The first term was spent almost entirely in pre-production. Bruce was a perfectionist and spoke with hundreds of people before deciding on the cast alone. He wanted the audience to say to themselves, "he or she looks and acts exactly like the characters". Daphne Stevens and Marilyn Hecht made the costumes, Richard Eberhardt designed the graphics, such as the Spider-Signal, (as well as playing Spider-Man in costume) and Art Schweitzer created the unusual lighting effects featured throughout the film. Bruce worked on the scenario, production direction and special effects.

They built an entire section of the building for Spider-Man to climb. They used travelling matte shots to make Spider-Man swing through Times Square at night with all the neon signs flashing in the background to produce breathtaking and dazzling visuals. Rather than using a phoney-looking backdrop when Spider-Man climbs up and down buildings, they matted in colorful sunsets and backgrounds and utilized travelling mattes in a scene where Kraven sends lions after Spider-Man in the final conflict.

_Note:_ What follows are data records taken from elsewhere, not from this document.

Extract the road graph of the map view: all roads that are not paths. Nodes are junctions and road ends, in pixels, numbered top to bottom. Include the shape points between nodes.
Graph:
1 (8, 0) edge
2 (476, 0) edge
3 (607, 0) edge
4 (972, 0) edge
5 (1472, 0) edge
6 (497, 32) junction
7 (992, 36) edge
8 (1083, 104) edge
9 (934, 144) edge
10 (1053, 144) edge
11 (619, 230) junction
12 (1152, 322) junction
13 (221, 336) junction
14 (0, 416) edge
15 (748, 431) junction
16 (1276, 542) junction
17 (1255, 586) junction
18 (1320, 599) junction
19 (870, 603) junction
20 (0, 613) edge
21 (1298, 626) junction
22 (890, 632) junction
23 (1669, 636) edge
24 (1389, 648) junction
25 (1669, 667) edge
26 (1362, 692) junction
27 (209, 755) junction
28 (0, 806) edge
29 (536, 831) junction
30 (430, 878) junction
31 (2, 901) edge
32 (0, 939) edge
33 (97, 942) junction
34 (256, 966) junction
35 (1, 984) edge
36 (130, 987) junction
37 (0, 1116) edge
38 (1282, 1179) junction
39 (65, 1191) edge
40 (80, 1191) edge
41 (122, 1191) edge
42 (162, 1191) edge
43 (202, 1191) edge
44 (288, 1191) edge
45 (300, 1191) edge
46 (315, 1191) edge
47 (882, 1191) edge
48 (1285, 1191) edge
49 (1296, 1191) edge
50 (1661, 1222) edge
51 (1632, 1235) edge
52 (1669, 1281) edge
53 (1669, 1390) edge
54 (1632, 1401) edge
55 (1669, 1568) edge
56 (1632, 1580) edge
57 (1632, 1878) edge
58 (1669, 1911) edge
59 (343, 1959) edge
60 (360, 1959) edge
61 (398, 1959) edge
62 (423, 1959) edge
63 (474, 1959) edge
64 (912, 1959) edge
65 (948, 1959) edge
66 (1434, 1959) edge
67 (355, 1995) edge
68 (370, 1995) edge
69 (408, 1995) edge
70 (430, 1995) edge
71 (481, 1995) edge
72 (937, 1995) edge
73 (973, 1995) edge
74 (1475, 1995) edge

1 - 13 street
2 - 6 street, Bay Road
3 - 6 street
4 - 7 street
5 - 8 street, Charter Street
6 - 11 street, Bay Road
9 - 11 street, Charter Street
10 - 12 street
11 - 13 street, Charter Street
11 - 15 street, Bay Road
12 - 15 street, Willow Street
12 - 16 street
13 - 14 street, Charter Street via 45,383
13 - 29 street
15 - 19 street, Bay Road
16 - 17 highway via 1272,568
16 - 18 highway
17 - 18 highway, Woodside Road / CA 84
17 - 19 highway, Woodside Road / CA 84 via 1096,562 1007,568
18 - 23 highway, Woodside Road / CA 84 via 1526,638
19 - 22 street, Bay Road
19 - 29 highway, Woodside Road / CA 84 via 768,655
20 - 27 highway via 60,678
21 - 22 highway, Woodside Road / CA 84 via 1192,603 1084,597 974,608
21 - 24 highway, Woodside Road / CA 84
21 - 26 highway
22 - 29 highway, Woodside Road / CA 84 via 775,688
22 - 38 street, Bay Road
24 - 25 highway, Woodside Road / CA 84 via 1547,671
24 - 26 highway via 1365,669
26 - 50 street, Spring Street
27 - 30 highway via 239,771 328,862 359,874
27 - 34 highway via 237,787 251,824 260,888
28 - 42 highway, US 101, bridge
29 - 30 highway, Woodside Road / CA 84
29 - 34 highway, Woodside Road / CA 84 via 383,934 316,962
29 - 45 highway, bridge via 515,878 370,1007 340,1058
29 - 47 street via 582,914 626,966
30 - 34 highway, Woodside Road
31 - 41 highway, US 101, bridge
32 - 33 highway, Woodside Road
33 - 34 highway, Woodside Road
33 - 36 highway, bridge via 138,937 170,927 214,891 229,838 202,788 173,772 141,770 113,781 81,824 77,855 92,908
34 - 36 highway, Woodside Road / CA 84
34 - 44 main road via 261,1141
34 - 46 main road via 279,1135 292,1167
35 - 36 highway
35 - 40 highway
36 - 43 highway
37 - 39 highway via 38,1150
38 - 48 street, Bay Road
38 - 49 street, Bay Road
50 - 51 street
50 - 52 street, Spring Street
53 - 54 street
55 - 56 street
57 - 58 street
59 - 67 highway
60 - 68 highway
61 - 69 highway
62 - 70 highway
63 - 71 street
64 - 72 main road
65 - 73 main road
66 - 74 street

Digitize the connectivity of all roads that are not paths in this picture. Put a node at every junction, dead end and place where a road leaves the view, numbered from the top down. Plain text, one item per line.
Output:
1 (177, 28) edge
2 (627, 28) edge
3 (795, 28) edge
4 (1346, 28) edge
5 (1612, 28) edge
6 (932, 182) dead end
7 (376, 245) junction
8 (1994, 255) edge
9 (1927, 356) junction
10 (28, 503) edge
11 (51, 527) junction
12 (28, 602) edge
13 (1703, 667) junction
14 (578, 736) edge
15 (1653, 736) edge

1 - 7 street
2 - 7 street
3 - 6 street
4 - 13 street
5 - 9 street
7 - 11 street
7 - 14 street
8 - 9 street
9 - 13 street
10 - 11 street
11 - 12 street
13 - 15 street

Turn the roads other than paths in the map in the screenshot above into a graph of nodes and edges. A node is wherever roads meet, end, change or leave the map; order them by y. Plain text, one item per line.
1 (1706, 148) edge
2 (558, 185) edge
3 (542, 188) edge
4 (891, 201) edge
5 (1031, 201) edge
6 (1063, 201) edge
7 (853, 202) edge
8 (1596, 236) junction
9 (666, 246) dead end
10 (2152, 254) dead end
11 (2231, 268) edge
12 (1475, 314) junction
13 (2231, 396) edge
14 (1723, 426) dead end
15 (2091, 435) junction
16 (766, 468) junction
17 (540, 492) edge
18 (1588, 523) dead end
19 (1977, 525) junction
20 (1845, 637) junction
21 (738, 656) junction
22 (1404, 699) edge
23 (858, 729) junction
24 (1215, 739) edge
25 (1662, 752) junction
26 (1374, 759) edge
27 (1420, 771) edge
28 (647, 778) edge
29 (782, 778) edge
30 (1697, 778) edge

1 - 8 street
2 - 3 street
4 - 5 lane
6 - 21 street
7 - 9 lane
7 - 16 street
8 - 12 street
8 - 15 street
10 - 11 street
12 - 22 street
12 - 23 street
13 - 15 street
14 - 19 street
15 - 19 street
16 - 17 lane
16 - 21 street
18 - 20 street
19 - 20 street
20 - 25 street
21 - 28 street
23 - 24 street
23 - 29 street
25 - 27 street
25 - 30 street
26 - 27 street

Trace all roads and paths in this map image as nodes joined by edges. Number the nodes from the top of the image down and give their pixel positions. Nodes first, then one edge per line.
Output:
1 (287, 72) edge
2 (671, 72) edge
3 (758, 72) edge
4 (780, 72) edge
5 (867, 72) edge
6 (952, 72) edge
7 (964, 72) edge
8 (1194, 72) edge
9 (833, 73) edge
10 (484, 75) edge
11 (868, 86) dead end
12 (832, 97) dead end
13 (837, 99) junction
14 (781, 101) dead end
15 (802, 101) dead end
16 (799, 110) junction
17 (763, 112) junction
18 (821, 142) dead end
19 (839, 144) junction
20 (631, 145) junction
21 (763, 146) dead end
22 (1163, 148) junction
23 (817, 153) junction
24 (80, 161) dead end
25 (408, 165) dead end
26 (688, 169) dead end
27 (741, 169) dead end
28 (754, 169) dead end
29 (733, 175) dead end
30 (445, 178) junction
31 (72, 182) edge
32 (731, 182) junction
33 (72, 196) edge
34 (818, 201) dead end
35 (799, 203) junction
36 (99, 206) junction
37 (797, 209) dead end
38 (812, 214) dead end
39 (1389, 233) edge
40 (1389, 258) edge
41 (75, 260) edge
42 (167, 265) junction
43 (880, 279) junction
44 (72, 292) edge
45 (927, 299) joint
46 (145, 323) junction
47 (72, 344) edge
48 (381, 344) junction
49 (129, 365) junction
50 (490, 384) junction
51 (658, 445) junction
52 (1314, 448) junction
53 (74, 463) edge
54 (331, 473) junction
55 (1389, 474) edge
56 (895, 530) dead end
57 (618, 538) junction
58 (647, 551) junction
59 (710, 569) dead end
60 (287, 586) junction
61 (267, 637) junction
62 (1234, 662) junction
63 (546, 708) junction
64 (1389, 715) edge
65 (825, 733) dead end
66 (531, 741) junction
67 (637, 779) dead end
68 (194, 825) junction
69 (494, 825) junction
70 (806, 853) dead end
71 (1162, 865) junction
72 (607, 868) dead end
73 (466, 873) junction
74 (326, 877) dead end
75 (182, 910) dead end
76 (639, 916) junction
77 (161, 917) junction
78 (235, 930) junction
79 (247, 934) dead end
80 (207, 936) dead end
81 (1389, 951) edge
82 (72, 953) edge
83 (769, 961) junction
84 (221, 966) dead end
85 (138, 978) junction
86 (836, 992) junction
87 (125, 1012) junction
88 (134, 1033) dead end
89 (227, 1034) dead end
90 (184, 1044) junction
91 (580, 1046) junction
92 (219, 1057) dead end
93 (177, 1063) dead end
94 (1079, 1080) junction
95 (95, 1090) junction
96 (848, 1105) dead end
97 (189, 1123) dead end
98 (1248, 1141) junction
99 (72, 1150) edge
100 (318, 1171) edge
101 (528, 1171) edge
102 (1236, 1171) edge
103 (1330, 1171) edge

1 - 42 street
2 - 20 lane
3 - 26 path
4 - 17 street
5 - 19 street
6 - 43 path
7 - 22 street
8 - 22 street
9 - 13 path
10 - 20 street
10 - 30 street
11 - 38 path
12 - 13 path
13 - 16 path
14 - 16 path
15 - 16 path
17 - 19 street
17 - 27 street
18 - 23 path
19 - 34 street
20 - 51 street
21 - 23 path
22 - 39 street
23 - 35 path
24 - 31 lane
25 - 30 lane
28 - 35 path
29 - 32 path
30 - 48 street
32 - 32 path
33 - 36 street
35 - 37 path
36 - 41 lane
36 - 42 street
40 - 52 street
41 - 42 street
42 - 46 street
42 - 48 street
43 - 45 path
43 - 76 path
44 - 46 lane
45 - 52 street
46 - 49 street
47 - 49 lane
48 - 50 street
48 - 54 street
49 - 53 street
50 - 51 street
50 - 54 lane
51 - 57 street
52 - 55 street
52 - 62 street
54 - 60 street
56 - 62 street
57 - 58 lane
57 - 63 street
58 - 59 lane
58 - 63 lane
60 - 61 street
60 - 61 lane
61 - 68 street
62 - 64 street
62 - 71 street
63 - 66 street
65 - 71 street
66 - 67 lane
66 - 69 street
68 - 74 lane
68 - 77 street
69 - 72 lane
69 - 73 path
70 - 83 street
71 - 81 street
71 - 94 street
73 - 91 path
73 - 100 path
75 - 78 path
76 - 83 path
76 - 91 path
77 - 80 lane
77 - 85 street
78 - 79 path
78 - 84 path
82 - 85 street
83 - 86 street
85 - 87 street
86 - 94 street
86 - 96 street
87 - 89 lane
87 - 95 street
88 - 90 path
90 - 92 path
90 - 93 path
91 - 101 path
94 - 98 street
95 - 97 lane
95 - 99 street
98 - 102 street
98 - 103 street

The second term was hectic with more shooting and editing by Julie Tanser. When the film was about 3/4 finished, they gave Stan Lee, Roy Thomas and other members of the bullpen, a preview of some of the key scenes of the film. They were very impressed and enthusiastic about the results and encouraged them to finish the project.

On March 30, 2008, author Clive Young, renowned for his book Homemade Hollywood: Fans Behind the Camera, sat down with Bruce to discuss the film. In Cardozo's own words, "I gave a glimpse of the future in 1974 showing what could be done with Spider-Man. People said the special effects were dazzling, but that wasn't really it - we had the audience rooting for him like how you root for a team."

==Known screenings==
Over the subsequent years, Bruce was persuaded to hold screenings of the finished film only occasionally at comic book conventions:

- Ann Arbor 13th Film Festival in 1975 (the first screening).
- Marvel's second annual Comics Convention in 1976.
- The Comic Book and Science Fiction Convention in Los Angeles in 2002 and 2005 at the Shrine Expo Hall.
- Comic Con 2008 (the last confirmed screening).

==Availability==
Bruce and his crew had hoped to have the film distributed in some form in the future, but on April 24, 2015, Bruce died, and his computer containing the only known copy of the film was destroyed, making it a lost film.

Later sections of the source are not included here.